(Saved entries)
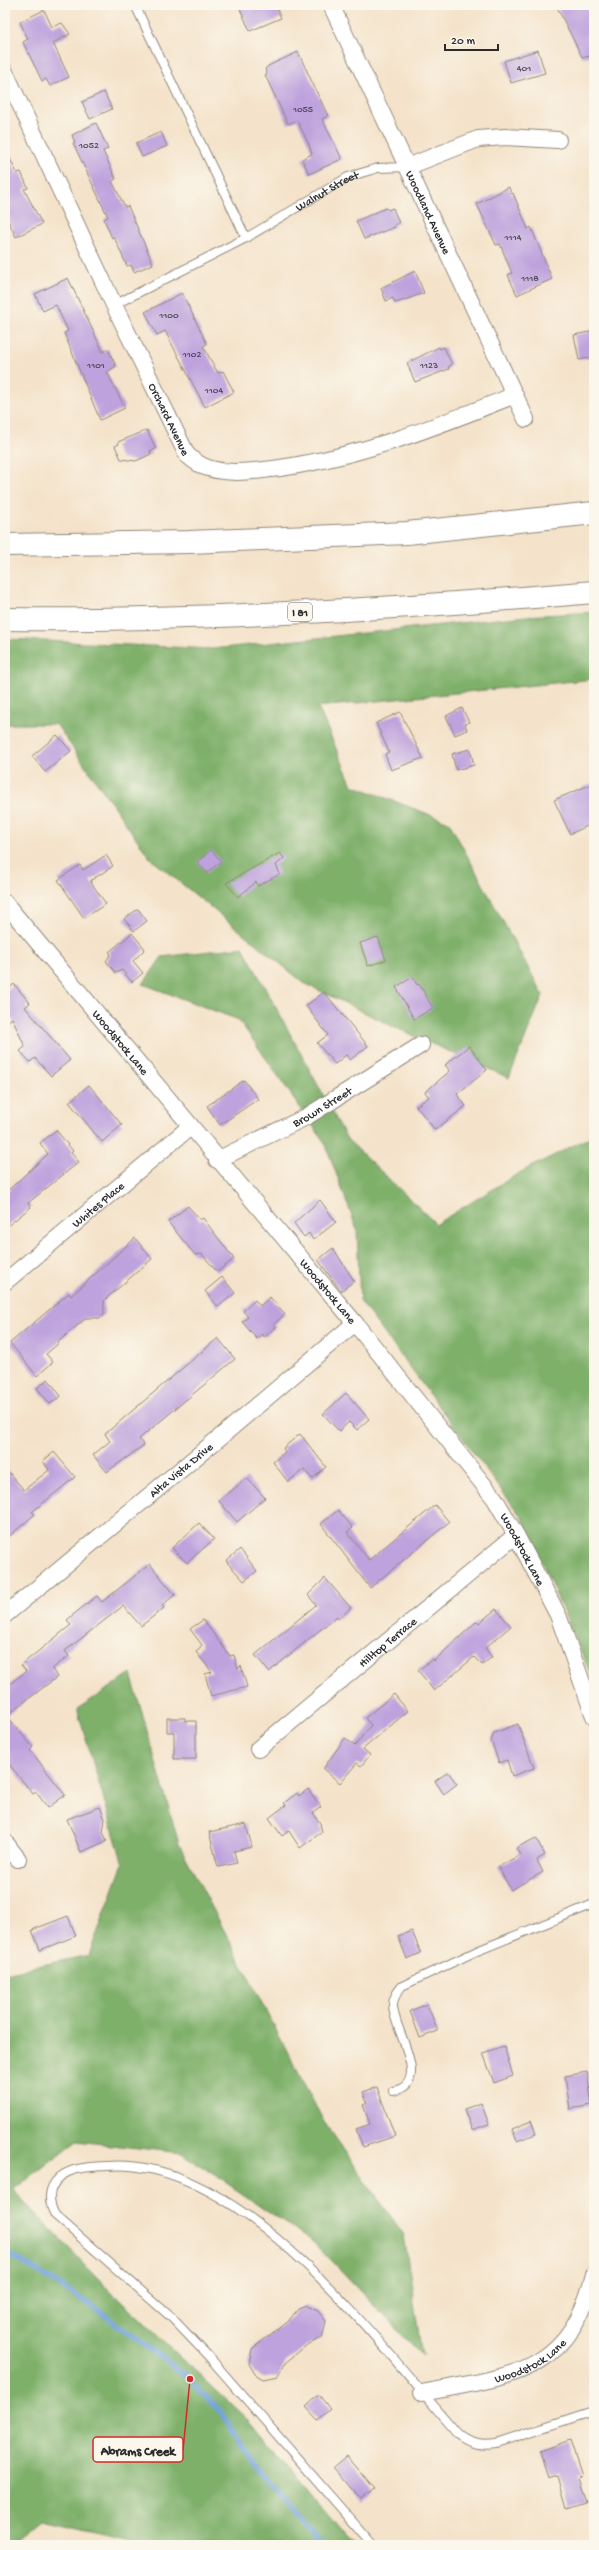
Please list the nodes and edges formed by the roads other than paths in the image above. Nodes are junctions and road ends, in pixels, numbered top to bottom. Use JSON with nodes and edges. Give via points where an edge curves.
{"nodes":[{"id":1,"x":135,"y":5,"type":"edge"},
{"id":2,"x":331,"y":5,"type":"edge"},
{"id":3,"x":5,"y":72,"type":"edge"},
{"id":4,"x":558,"y":140,"type":"dead end"},
{"id":5,"x":407,"y":167,"type":"junction"},
{"id":6,"x":246,"y":238,"type":"junction"},
{"id":7,"x":114,"y":305,"type":"junction"},
{"id":8,"x":515,"y":395,"type":"junction"},
{"id":9,"x":526,"y":419,"type":"dead end"},
{"id":10,"x":594,"y":513,"type":"edge"},
{"id":11,"x":5,"y":545,"type":"edge"},
{"id":12,"x":594,"y":592,"type":"edge"},
{"id":13,"x":5,"y":619,"type":"edge"},
{"id":14,"x":5,"y":903,"type":"edge"},
{"id":15,"x":422,"y":1045,"type":"dead end"},
{"id":16,"x":190,"y":1127,"type":"junction"},
{"id":17,"x":217,"y":1160,"type":"junction"},
{"id":18,"x":5,"y":1282,"type":"edge"},
{"id":19,"x":355,"y":1323,"type":"junction"},
{"id":20,"x":516,"y":1535,"type":"junction"},
{"id":21,"x":5,"y":1615,"type":"edge"},
{"id":22,"x":594,"y":1716,"type":"edge"},
{"id":23,"x":258,"y":1749,"type":"dead end"},
{"id":24,"x":5,"y":1842,"type":"edge"},
{"id":25,"x":18,"y":1859,"type":"dead end"},
{"id":26,"x":594,"y":1904,"type":"edge"},
{"id":27,"x":393,"y":2091,"type":"dead end"},
{"id":28,"x":594,"y":2274,"type":"edge"},
{"id":29,"x":422,"y":2394,"type":"junction"},
{"id":30,"x":594,"y":2411,"type":"edge"},
{"id":31,"x":373,"y":2545,"type":"edge"}],
"edges":[{"from":1,"to":6,"type":"lane"},
{"from":2,"to":5,"type":"street","name":"Woodland Avenue"},
{"from":3,"to":7,"type":"street","name":"Orchard Avenue"},
{"from":4,"to":5,"type":"street","name":"Walnut Street","via":[[512,137],[478,139]]},
{"from":5,"to":6,"type":"lane","name":"Walnut Street","via":[[378,168],[348,177]]},
{"from":5,"to":8,"type":"street","name":"Woodland Avenue"},
{"from":6,"to":7,"type":"lane","name":"Walnut Street"},
{"from":7,"to":8,"type":"street","name":"Orchard Avenue","via":[[187,455],[207,468],[236,472],[261,471],[319,462],[378,446]]},
{"from":8,"to":9,"type":"street","name":"Woodland Avenue"},
{"from":10,"to":11,"type":"highway","via":[[399,533],[189,542]]},
{"from":12,"to":13,"type":"highway","number":"I 81","via":[[362,609],[192,616]]},
{"from":14,"to":16,"type":"street","name":"Woodstock Lane"},
{"from":15,"to":17,"type":"street","name":"Brown Street","via":[[306,1117]]},
{"from":16,"to":17,"type":"street","name":"Woodstock Lane"},
{"from":16,"to":18,"type":"street","name":"Whites Place"},
{"from":17,"to":19,"type":"street","name":"Woodstock Lane"},
{"from":19,"to":20,"type":"street","name":"Woodstock Lane","via":[[495,1499]]},
{"from":19,"to":21,"type":"street","name":"Alta Vista Drive"},
{"from":20,"to":22,"type":"street","name":"Woodstock Lane","via":[[558,1615]]},
{"from":20,"to":23,"type":"street","name":"Hilltop Terrace"},
{"from":24,"to":25,"type":"street"},
{"from":26,"to":27,"type":"lane","via":[[477,1951],[402,1986],[396,1994],[394,2011],[412,2068],[411,2077],[405,2085]]},
{"from":28,"to":29,"type":"street","name":"Woodstock Lane","via":[[579,2319],[566,2338],[550,2354],[531,2367],[510,2376]]},
{"from":29,"to":30,"type":"lane","via":[[458,2434],[468,2441],[483,2445]]},
{"from":29,"to":31,"type":"lane","via":[[339,2295],[275,2237],[197,2185],[165,2172],[115,2165],[69,2171],[59,2178],[52,2188],[50,2206],[55,2215],[172,2318]]}]}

- **WORK ORDER**:
When a line in the data contains the string "Avenue", copy that line.

- **EXERCISE RESULT**:
{"from":2,"to":5,"type":"street","name":"Woodland Avenue"},
{"from":3,"to":7,"type":"street","name":"Orchard Avenue"},
{"from":5,"to":8,"type":"street","name":"Woodland Avenue"},
{"from":7,"to":8,"type":"street","name":"Orchard Avenue","via":[[187,455],[207,468],[236,472],[261,471],[319,462],[378,446]]},
{"from":8,"to":9,"type":"street","name":"Woodland Avenue"},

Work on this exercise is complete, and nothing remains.